In a sensitivity analysis among patients receiving control therapy with other antidiabetics, we excluded VERTIS SU [17] and VERTIS FACTORIAL [18] which compared ertugliflozin (5 mg and 15 mg) with glimepiride and sitagliptin, respectively. It failed to report any significant differences for efficacy outcomes. The possible reason being that the efficacy of ertugliflozin is not limited by the progressive β-cell dysfunction- seen with insulin secretagogues like sitagliptin/glimepiride- because of its direct glucose lowering mechanism.

Strengths and limitations

This well-powered meta-analysis provides early insight as to the benefit of ertugliflozin therapy in T2DM patients with CVDs.
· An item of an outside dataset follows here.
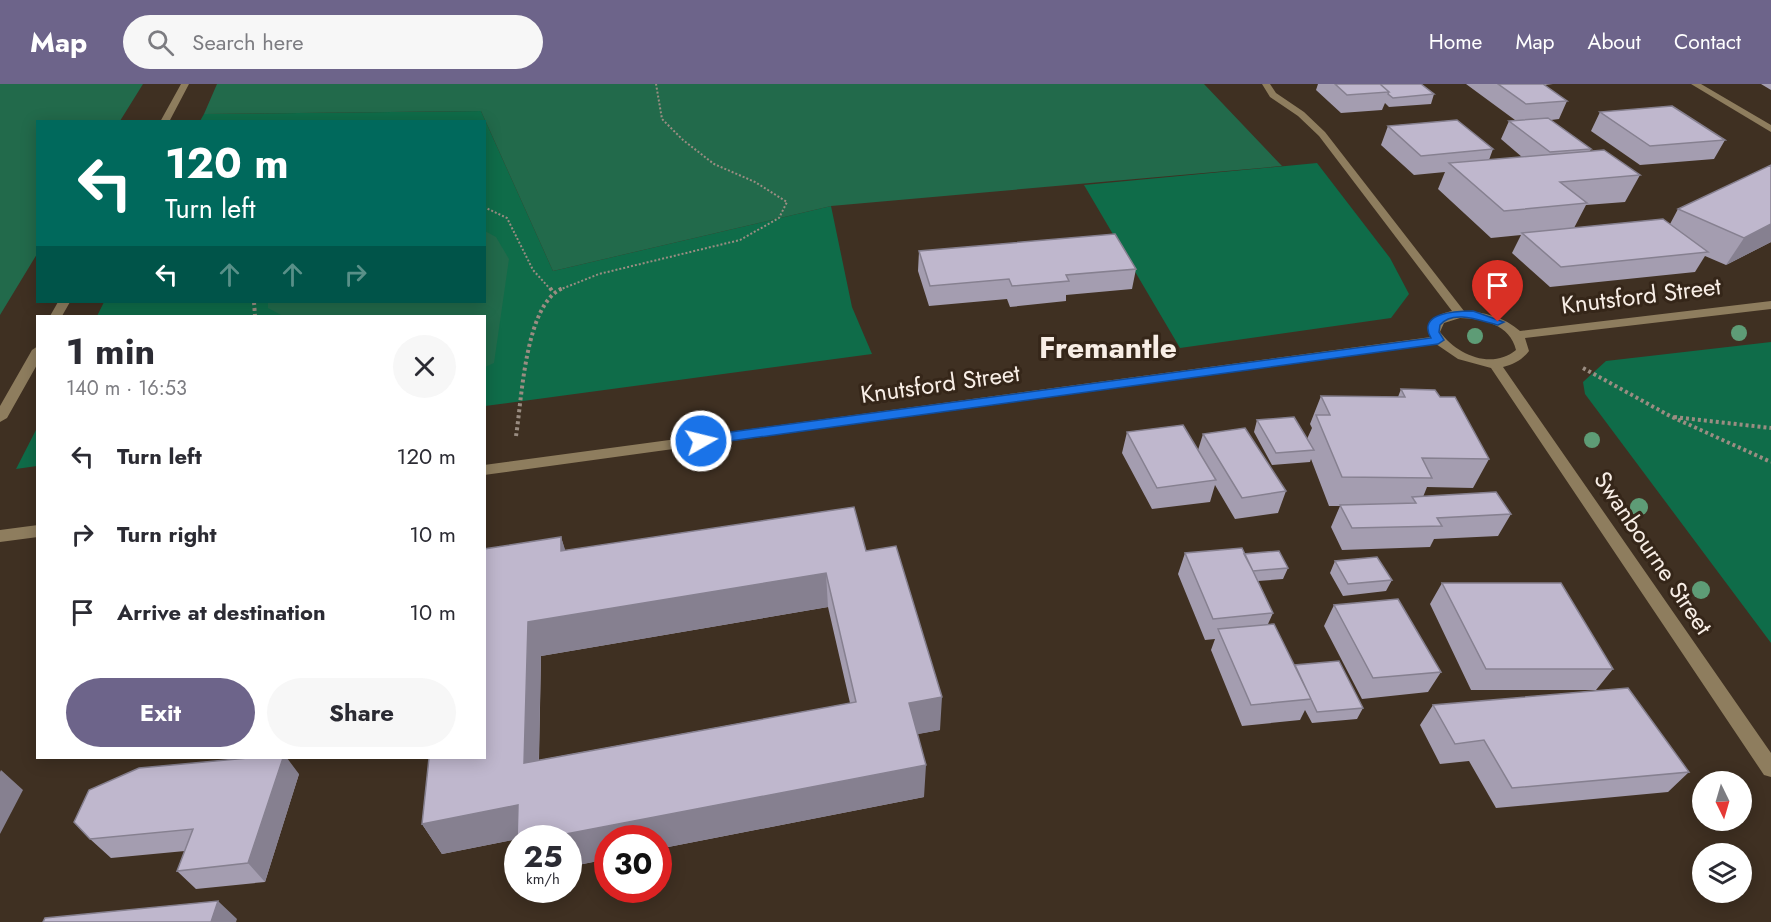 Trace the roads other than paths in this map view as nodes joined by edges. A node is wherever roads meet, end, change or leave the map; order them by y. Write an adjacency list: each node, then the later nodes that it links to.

Our analysis suggests that using a 15 mg dose (rather than a 5 mg dose) may provide no additional reduction in blood pressure and BMI; however, this result was based on a study-level subgroup analysis, and our study does not replace the need for head-to-head trials comparing doses.

Conclusions

In conclusion, ertugliflozin may be a good alternative to other SGLT-2 inhibitors as it appears to follow the same pattern of efficacy in the improvement of HbA1c, body weight, SBP and DBP in T2D cases [10, 11]. Some individual studies also suggest that ertugliflozin may be more efficacious in reducing HbA1c than dapagliflozin and empagliflozin, further supporting its clinical use [28, 29]. Unlike other drugs in SGLT-2 inhibitor class [30,31,32], we found no significant difference in outcomes between the two doses administered (5 mg and 15 mg). These findings warrant further research, to explain the lack of a dose-related effect.